## Items listed in a dataset
::::::::::
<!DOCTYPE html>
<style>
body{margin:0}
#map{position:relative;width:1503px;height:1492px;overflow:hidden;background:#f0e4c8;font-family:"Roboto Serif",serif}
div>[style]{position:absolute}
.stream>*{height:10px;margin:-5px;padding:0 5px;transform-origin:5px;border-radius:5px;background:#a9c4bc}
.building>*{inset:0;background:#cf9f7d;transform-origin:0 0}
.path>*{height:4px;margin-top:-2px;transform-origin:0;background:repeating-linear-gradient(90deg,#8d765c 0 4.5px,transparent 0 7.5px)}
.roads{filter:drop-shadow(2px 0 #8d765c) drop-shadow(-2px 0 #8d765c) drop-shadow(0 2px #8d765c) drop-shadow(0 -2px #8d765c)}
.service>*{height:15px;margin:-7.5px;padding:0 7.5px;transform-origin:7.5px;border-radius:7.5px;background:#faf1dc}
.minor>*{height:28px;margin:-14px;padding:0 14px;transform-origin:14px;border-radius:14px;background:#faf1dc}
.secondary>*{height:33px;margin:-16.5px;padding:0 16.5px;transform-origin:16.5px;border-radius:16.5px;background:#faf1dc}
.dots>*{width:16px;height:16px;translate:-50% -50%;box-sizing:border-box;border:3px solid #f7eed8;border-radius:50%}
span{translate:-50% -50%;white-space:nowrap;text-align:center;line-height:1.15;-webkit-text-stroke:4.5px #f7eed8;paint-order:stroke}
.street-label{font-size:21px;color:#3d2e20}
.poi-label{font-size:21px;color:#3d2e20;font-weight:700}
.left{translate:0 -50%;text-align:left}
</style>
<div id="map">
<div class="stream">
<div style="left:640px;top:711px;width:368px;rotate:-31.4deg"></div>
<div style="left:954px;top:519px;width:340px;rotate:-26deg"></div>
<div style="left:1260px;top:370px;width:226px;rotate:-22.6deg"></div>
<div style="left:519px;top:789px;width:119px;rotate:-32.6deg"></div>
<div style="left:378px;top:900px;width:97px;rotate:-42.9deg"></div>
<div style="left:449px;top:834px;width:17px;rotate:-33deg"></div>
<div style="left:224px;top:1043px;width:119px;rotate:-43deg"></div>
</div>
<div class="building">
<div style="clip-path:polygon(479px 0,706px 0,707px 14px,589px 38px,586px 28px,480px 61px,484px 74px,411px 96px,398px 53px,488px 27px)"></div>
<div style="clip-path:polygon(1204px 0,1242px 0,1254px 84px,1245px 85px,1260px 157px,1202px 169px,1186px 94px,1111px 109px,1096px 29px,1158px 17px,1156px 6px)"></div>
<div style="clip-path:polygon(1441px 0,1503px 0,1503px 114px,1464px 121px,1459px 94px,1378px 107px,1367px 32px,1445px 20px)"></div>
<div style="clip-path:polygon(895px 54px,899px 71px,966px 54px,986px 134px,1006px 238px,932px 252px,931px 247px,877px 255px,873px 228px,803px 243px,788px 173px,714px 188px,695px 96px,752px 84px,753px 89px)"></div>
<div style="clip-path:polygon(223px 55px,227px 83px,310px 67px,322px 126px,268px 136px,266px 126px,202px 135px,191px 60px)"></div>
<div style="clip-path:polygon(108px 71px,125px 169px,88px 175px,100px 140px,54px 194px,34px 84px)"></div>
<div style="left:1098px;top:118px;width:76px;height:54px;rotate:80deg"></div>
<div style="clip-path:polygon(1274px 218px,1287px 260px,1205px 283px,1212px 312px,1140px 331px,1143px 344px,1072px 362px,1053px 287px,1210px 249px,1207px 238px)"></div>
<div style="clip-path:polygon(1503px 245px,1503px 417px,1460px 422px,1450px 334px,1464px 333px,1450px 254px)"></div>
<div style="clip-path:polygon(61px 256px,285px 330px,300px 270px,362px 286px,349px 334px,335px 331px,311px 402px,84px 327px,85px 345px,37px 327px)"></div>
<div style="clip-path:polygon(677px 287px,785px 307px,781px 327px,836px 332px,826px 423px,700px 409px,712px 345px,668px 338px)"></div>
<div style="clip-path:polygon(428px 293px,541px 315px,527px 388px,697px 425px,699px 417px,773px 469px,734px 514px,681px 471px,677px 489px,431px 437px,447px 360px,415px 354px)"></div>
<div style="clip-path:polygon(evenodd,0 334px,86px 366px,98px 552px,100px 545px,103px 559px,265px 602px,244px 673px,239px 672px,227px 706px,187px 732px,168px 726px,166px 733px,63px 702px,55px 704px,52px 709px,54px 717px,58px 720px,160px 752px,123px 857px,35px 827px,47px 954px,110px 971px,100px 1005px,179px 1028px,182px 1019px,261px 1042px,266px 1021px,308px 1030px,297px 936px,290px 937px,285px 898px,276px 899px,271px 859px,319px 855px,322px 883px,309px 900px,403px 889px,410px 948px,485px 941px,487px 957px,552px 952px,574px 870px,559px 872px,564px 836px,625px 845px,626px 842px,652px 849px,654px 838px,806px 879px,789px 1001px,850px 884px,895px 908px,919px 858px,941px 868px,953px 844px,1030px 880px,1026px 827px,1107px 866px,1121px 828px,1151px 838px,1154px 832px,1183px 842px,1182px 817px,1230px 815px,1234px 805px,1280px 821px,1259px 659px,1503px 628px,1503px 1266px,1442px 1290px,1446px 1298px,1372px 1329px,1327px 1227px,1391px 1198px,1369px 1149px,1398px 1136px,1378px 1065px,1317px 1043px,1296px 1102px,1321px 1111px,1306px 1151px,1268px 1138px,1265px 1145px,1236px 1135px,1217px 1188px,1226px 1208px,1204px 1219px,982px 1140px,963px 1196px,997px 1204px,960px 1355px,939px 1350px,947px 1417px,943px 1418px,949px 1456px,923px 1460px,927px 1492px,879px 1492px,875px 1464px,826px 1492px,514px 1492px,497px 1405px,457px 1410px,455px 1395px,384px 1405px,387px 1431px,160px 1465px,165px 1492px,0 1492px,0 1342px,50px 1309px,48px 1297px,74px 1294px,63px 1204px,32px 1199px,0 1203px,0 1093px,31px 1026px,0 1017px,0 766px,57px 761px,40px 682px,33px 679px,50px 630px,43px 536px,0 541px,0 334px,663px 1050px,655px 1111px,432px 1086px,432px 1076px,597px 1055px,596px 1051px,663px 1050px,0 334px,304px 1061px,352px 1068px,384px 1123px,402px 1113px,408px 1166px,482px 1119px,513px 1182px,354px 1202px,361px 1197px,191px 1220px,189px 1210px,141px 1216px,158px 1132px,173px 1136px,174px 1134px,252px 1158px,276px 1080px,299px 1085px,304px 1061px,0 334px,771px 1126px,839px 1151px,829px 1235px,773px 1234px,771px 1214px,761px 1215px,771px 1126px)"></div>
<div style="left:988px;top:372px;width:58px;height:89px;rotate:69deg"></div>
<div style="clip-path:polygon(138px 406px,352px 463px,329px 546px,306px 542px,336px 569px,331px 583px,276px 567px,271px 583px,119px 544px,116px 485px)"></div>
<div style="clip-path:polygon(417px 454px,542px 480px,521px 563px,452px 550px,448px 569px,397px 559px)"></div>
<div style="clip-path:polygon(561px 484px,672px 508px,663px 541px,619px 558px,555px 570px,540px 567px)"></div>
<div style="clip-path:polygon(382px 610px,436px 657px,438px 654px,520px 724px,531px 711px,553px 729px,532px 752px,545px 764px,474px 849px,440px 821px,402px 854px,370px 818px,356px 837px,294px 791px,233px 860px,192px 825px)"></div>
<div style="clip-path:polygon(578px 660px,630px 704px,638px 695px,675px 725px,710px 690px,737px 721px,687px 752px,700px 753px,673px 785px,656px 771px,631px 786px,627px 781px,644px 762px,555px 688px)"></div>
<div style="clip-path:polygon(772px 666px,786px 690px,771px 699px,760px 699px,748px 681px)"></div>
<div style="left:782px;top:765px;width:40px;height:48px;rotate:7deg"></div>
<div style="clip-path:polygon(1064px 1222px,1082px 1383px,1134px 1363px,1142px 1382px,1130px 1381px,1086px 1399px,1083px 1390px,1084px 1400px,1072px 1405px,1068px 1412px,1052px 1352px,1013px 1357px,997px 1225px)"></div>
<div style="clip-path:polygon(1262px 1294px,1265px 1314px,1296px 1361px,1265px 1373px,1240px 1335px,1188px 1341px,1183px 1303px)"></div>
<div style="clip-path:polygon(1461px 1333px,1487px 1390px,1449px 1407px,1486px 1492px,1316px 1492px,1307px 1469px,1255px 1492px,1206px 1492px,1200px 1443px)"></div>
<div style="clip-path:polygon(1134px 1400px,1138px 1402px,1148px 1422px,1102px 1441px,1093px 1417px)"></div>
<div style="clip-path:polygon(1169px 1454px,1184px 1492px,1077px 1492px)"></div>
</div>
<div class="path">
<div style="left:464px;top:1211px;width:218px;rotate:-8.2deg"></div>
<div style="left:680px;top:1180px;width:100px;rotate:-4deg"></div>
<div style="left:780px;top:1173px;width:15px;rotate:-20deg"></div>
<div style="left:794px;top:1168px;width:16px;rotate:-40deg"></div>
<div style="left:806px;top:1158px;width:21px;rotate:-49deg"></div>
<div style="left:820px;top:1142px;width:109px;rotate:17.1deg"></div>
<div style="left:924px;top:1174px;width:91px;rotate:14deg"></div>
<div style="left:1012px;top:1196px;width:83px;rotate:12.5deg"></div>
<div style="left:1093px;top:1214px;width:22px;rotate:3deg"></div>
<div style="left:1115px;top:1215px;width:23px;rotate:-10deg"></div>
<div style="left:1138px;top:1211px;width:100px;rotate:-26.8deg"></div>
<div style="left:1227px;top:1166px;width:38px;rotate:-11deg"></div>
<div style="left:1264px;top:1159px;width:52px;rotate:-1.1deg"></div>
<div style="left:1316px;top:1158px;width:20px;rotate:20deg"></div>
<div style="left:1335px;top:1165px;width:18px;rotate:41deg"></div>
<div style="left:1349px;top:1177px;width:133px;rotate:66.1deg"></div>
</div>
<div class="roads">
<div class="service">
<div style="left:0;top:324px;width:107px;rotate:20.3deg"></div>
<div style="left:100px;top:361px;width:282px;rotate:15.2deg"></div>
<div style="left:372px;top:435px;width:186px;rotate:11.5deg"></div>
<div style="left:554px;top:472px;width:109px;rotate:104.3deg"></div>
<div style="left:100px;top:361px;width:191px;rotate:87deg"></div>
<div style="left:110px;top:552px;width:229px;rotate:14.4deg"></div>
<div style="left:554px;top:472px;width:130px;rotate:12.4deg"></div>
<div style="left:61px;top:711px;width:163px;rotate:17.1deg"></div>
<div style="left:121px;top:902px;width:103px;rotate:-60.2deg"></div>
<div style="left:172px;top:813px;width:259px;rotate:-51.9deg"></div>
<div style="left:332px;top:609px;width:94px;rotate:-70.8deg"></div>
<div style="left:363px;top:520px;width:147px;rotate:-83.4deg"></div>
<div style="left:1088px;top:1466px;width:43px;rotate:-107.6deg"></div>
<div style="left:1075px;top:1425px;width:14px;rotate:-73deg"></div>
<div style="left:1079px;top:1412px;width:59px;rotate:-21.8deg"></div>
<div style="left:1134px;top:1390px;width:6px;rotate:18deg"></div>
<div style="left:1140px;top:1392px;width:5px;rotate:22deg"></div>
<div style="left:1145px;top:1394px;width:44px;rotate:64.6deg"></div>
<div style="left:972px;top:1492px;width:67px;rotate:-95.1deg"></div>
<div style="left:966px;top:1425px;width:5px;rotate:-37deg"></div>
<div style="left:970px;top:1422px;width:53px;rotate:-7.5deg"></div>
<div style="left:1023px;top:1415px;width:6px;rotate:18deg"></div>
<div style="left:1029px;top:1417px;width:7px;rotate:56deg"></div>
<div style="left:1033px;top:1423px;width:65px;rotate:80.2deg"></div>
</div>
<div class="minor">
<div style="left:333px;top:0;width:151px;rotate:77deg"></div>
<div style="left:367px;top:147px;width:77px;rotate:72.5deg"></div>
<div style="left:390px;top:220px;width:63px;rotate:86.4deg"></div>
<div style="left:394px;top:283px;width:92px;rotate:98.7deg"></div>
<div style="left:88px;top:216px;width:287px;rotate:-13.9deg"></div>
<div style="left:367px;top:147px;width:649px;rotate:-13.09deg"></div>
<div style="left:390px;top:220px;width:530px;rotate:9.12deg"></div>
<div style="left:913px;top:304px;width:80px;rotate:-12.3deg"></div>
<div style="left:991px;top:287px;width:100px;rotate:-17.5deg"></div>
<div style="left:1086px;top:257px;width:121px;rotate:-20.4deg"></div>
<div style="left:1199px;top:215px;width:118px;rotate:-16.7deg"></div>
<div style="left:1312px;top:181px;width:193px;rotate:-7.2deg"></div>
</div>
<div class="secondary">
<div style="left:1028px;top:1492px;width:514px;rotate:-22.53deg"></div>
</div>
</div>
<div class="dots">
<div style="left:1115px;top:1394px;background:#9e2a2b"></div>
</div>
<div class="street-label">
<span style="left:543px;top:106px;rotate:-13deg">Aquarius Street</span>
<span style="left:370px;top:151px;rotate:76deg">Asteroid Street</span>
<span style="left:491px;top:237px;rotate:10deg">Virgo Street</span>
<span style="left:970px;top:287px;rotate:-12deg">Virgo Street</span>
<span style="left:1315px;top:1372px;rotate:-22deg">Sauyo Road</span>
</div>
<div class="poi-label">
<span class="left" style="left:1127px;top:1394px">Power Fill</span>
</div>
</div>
::::::::::
## What the task requires
Tell how many lines in the entries above include the word "service", and respond with the number alone.

## Task answer
2